Jahr der Demokratie 2018 – an Leipziger Schulen

Mehr Demokratie in der Gesellschaft ist das Anliegen für diese Ausschreibung der Stadt. Petra Elias und Gregor Gebauer vom Stadtelternrat sind dabei. Zum Workshop sind über  30 Akteure gekommen. Mit dabei waren der Bürgerverein Leipziger Ostvorstadt e.V., ReMembering Jüdische – Lebenserinnerungen,  Internationale Frauen Leipzig e.V, Pavillon der Hoffnung in Leipzig e.V., Offene Kinder- und Jugendtreffs in Leipzig, Institut francais, Lützschena-Stahmeln e. V., Archiv Bürgerbewegung Leipzig e.V. und viele andere.

Die Projektideen sind vielfältig.
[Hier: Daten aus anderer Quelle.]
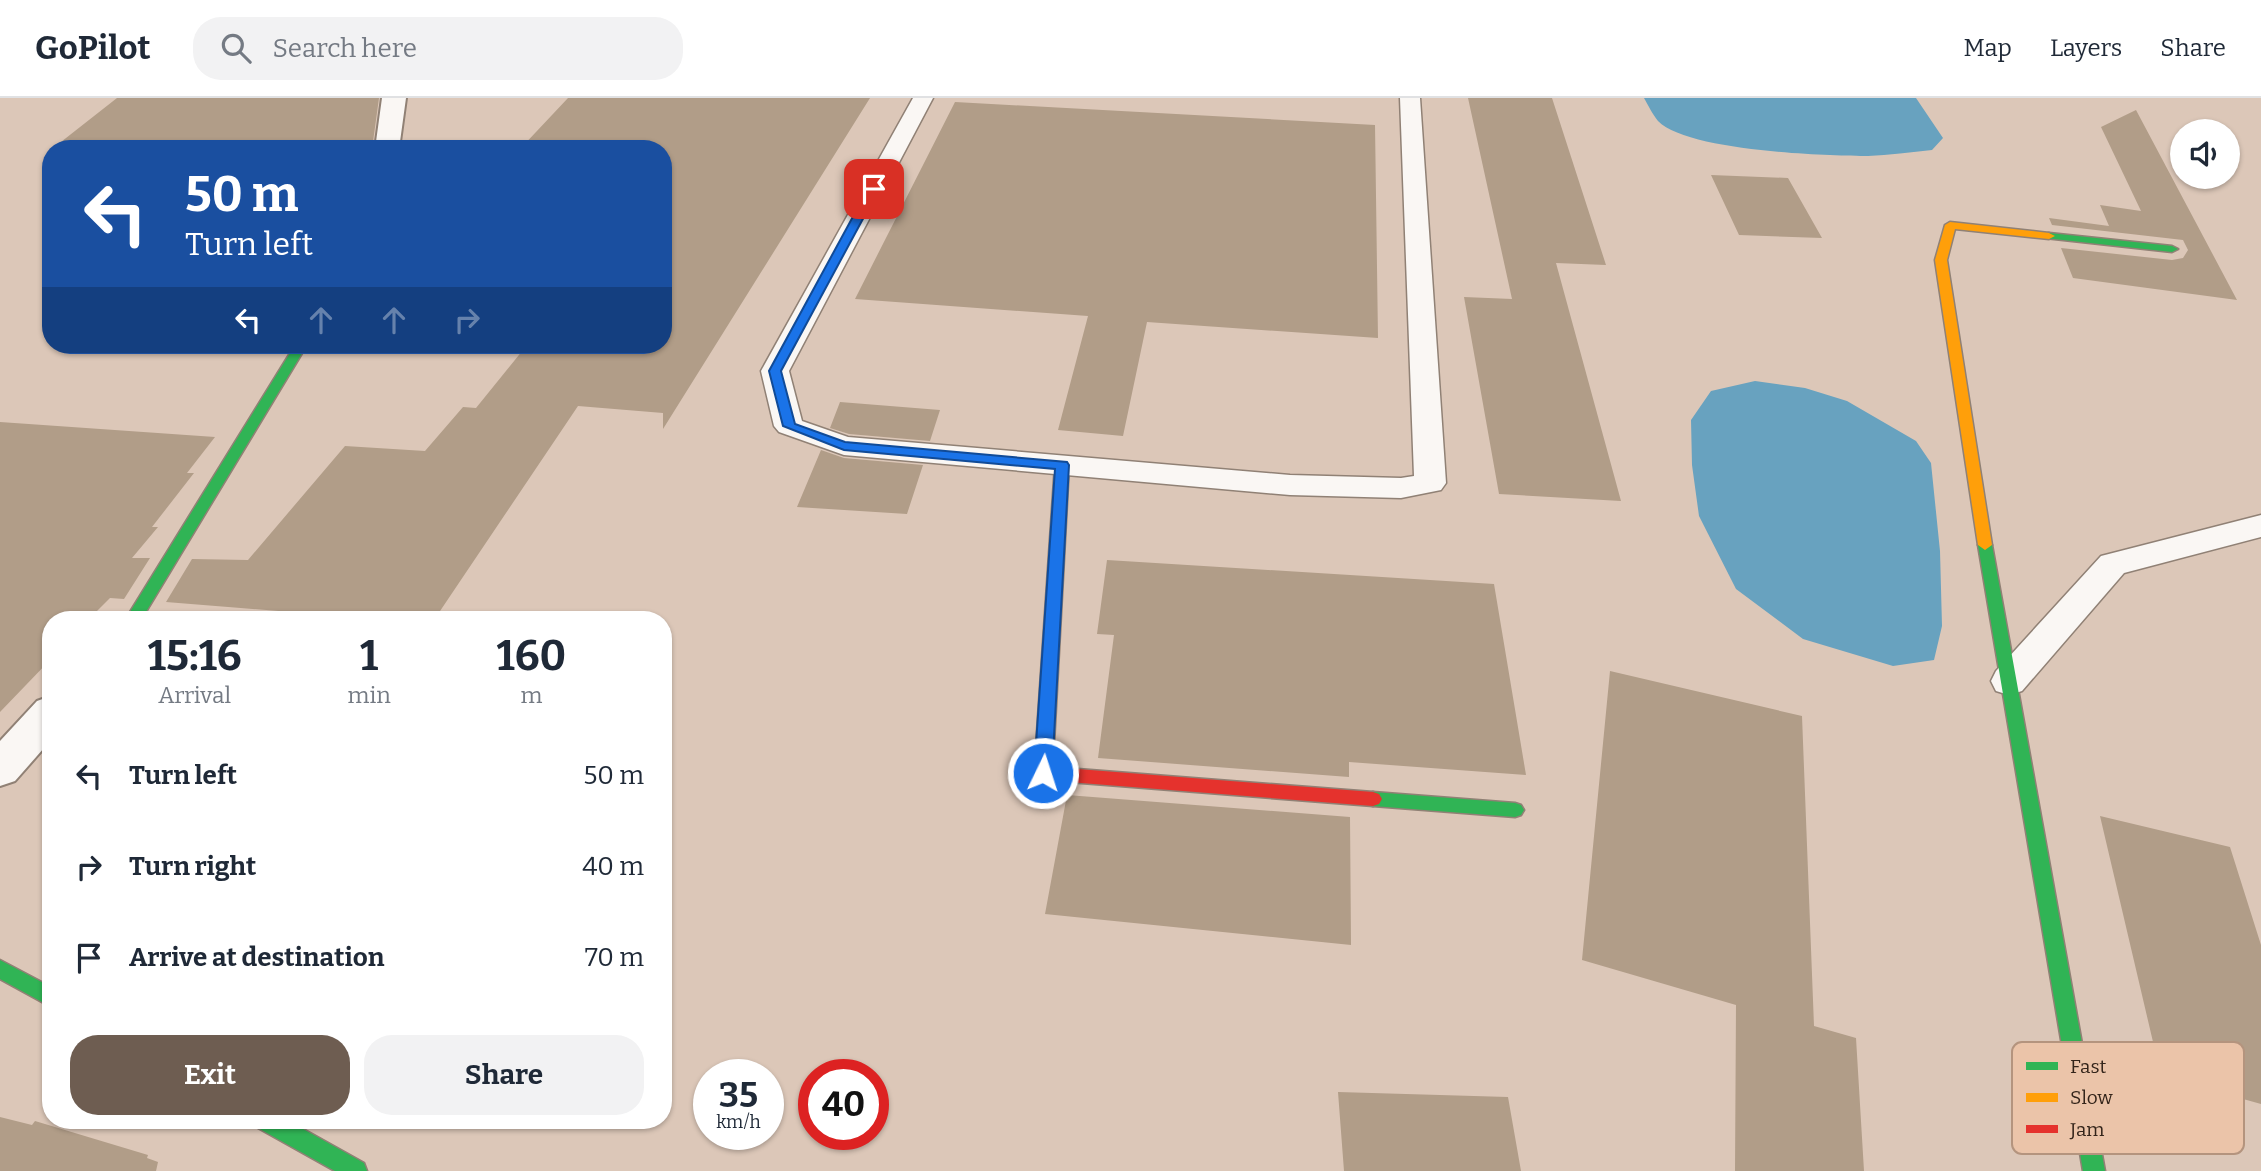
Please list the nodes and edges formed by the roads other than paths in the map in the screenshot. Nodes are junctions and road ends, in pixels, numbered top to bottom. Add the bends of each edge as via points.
1 (394, 98) edge
2 (923, 98) edge
3 (1410, 98) edge
4 (388, 140) edge
5 (2172, 249) dead end
6 (296, 354) edge
7 (1062, 465) junction
8 (2261, 526) edge
9 (138, 611) edge
10 (2009, 681) junction
11 (42, 722) edge
12 (0, 769) edge
13 (1515, 810) dead end
14 (0, 969) edge
15 (42, 993) edge
16 (2072, 1042) edge
17 (282, 1129) edge
18 (356, 1171) edge

1 - 4 street
2 - 7 lane via 775,371 789,426 844,446
3 - 7 lane via 1430,483 1401,488 1290,485
5 - 10 main road via 1950,225 1941,260
6 - 9 main road
7 - 13 main road via 1043,773
8 - 10 lane via 2113,564
10 - 16 main road
11 - 12 street
14 - 15 main road
17 - 18 main road

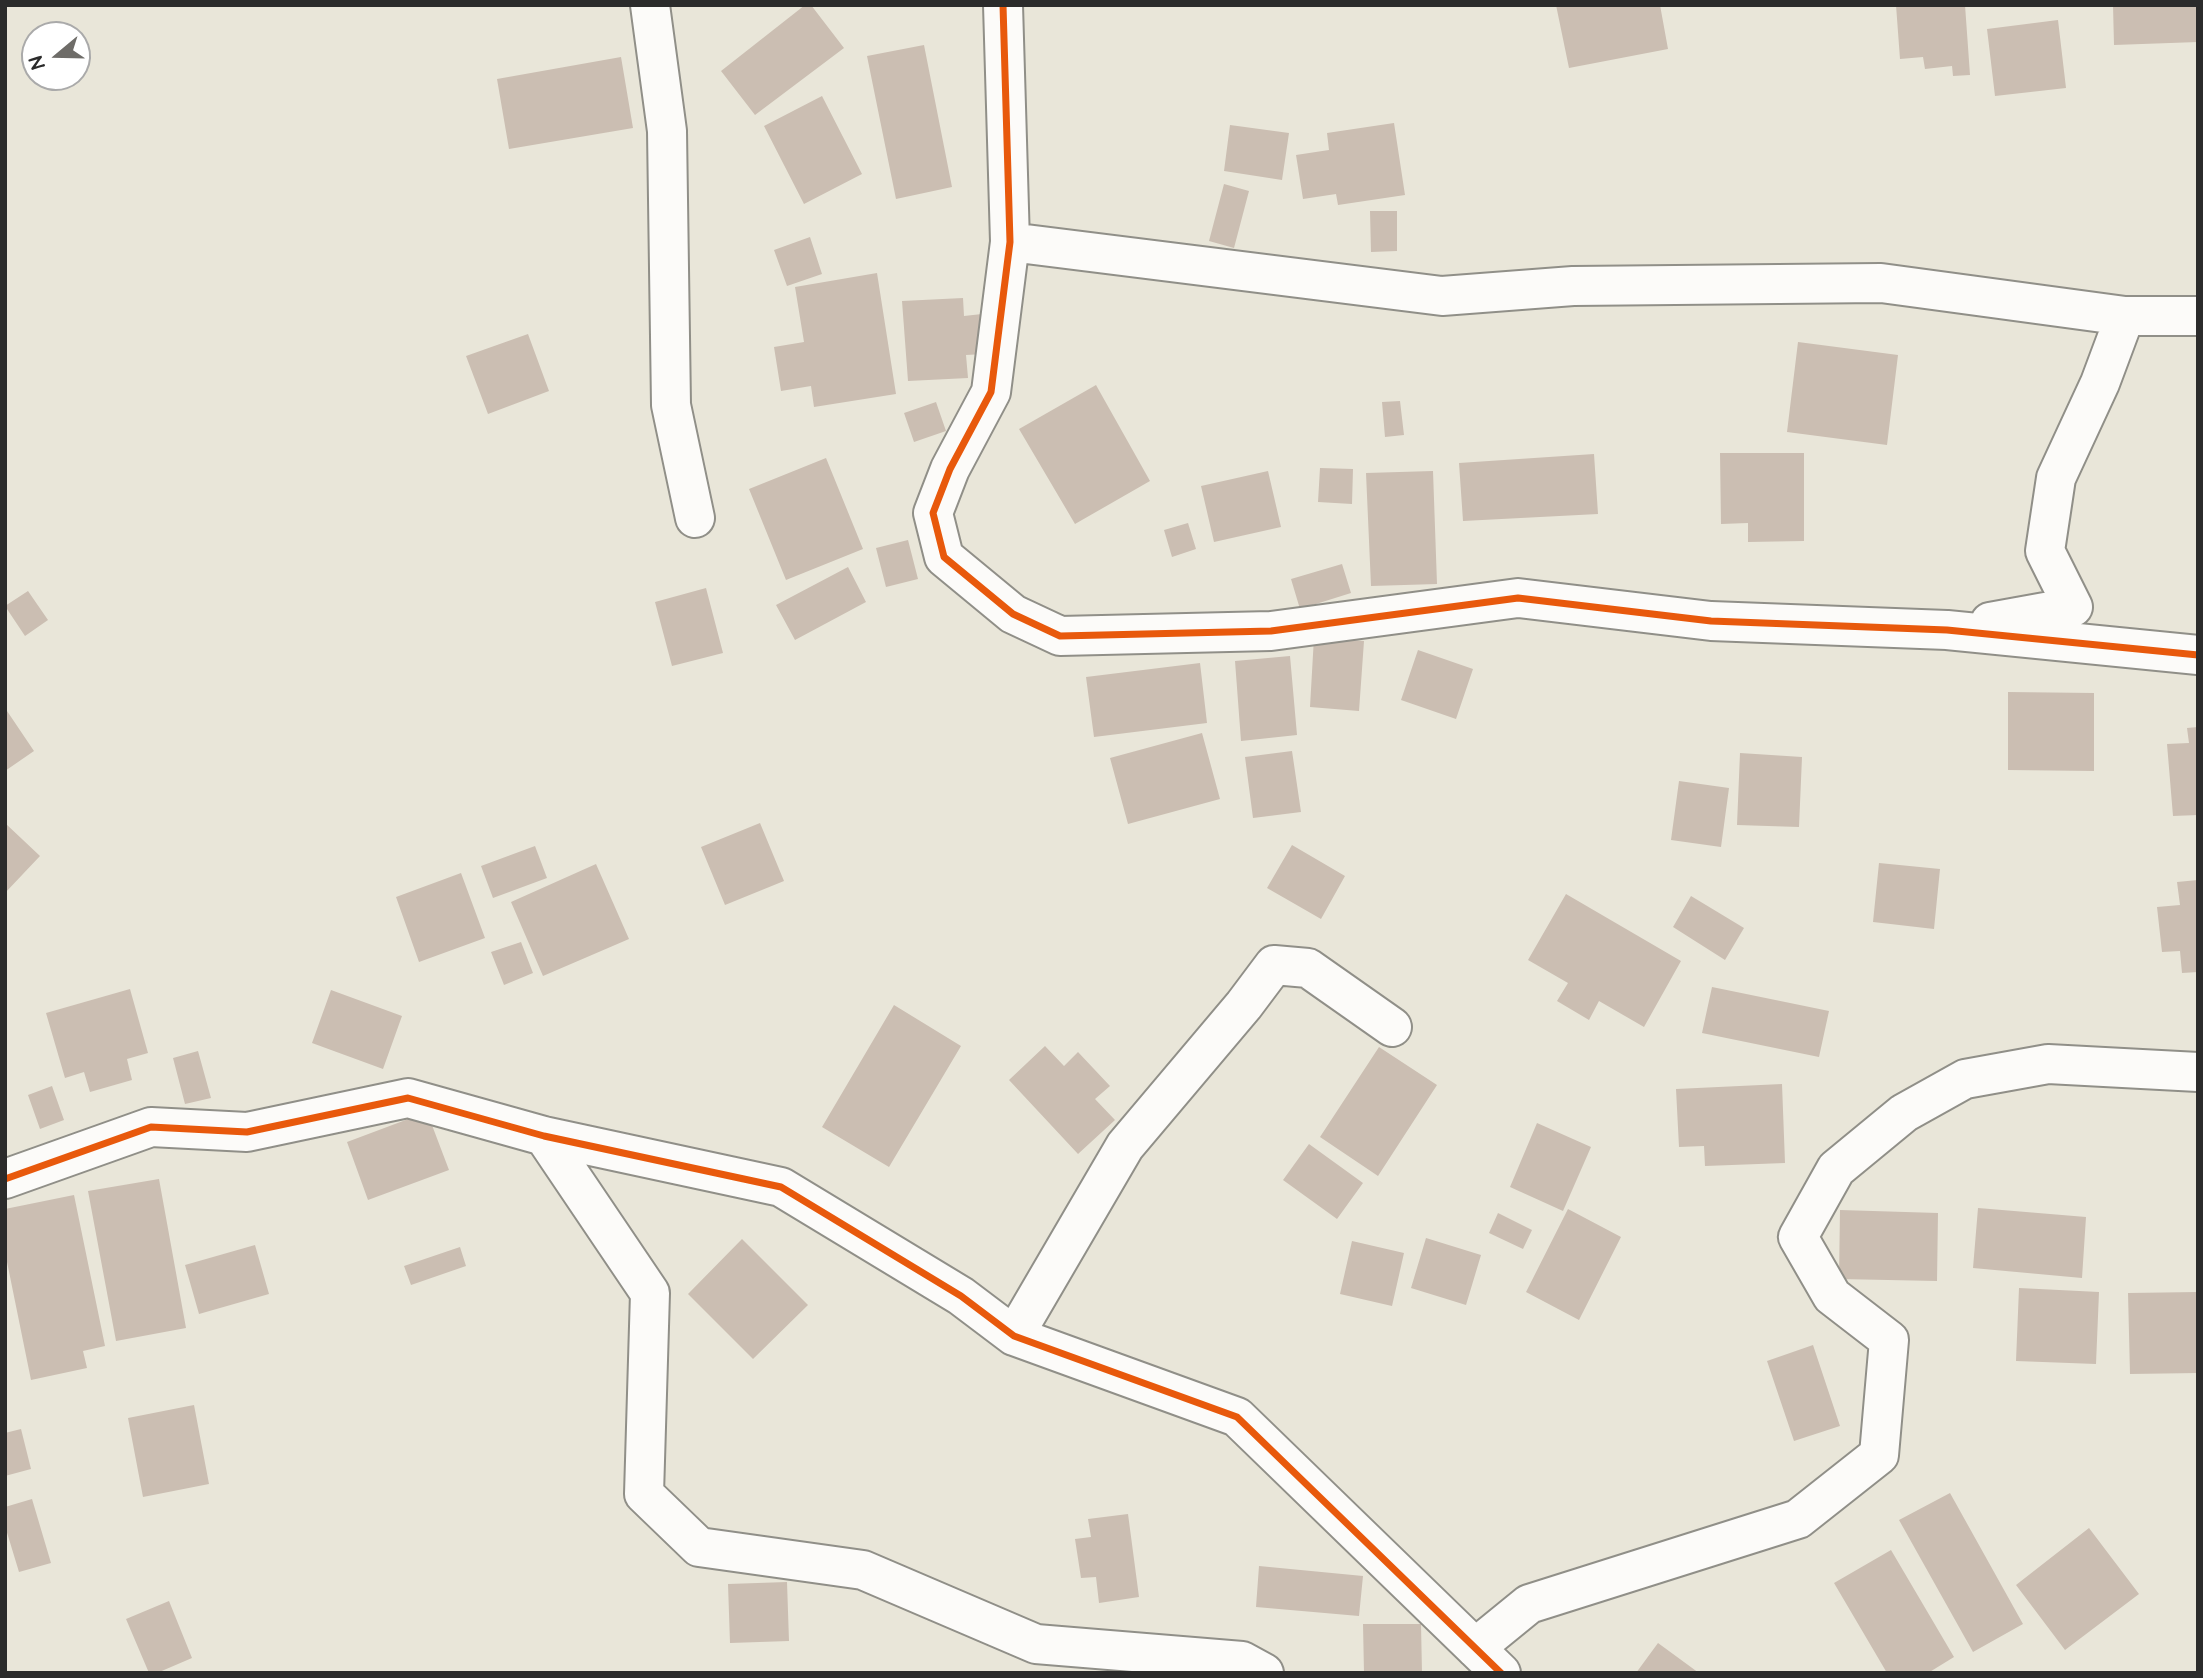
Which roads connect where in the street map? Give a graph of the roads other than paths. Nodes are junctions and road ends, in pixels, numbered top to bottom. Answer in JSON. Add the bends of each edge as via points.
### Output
{"nodes":[{"id":1,"x":650,"y":5,"type":"edge"},
{"id":2,"x":1003,"y":5,"type":"edge"},
{"id":3,"x":1010,"y":242,"type":"junction"},
{"id":4,"x":2124,"y":316,"type":"junction"},
{"id":5,"x":2198,"y":316,"type":"edge"},
{"id":6,"x":695,"y":518,"type":"dead end"},
{"id":7,"x":1947,"y":630,"type":"junction"},
{"id":8,"x":2198,"y":655,"type":"edge"},
{"id":9,"x":1392,"y":1027,"type":"dead end"},
{"id":10,"x":2198,"y":1072,"type":"edge"},
{"id":11,"x":544,"y":1136,"type":"junction"},
{"id":12,"x":5,"y":1179,"type":"edge"},
{"id":13,"x":1014,"y":1336,"type":"junction"},
{"id":14,"x":1488,"y":1660,"type":"edge"},
{"id":15,"x":1264,"y":1673,"type":"edge"}],
"edges":[{"from":1,"to":6,"type":"street","via":[[667,131],[671,405]]},
{"from":2,"to":3,"type":"street"},
{"from":3,"to":4,"type":"street","via":[[1442,296],[1573,286],[1881,283]]},
{"from":3,"to":7,"type":"street","via":[[991,392],[950,469],[933,513],[944,558],[1013,614],[1060,636],[1271,631],[1518,598],[1711,621]]},
{"from":4,"to":5,"type":"street"},
{"from":4,"to":7,"type":"street","via":[[2056,478],[2045,551],[2073,607]]},
{"from":7,"to":8,"type":"street"},
{"from":9,"to":13,"type":"street","via":[[1308,968],[1274,965],[1125,1146]]},
{"from":10,"to":14,"type":"street","via":[[2048,1064],[1965,1079],[1904,1113],[1836,1169],[1798,1237],[1832,1296],[1889,1340],[1879,1455],[1798,1519],[1528,1604]]},
{"from":11,"to":12,"type":"street","via":[[408,1098],[247,1132],[151,1127]]},
{"from":11,"to":13,"type":"street","via":[[780,1187],[961,1296]]},
{"from":11,"to":15,"type":"street","via":[[650,1293],[644,1494],[699,1546],[863,1570],[1036,1644],[1242,1661]]},
{"from":13,"to":14,"type":"street","via":[[1237,1417]]}]}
Eine Förderung werden die erhalten, welche mindesten zwei oder drei der Förderkriterien erfüllen.

Die Ziele für das Projekt hat die Kommune wir folgt definiert:

  • Demokratische Werte und Engagement für Demokratie stärken
  • Teilhabe am demokratischen Prozess in weiten Kreisen der Stadtbevölkerung fördern und lokale Möglichkeiten der politischen Beteiligung bekannter machen
  • gesamtgesellschaftlichen Dialog über (lokale) Politik anregen und Austausch zwischen Zivilgesellschaft, Kommunalpolitik und Stadtverwaltung fördern
  • Möglichst breite Zielgruppen erreichen und explizit demokratieferne Kreise ansprechen.

Am 31.01.2018 werden in der Ratsversammlung die Rahmenbedingungen bestätigt. Erst dann kann die Projektbeantragung erfolgen. Weitere Informationen findet ihr unter „Jahr der Demokratie 2018“

Zudem sind auch die bestehenden Quartiersmanagements eine gute Anlauf- und Informationsstelle, mit anderen AkteurInnen und möglichen ProjektpartnerInnen des Stadtviertels in Kontakt zu kommen:

Den Elternvertretern geht es mehr demokratische Mitbestimmung in Schulen. Dazu müssen Schüler, Eltern und Lehrer fit gemacht werden. Sächsische Schulen sind nicht gerade für ihre lebendige Diskussionskultur bekannt. Diese zu entwickeln, dafür könnte ein Debattierklub hilfreich sein. Hier werden junge Menschen angehalten, Meinungen konstruktiv austauschen. Sie lernen Standpunkte zu erarbeiten und Argumente zu finden. In knackig kurzen Vorträgen geben sie ihre Meinung kund. Dabei ist Kontroverse gewünscht.

Jetzt suchen die Elternvertreter nach Partnern in Vereinen und Schulen, die die Idee mit Tragen wollen. Vielleicht könnte daraus ein Wettkampf entstehen, bei dem die besten Debattierer prämiert werden.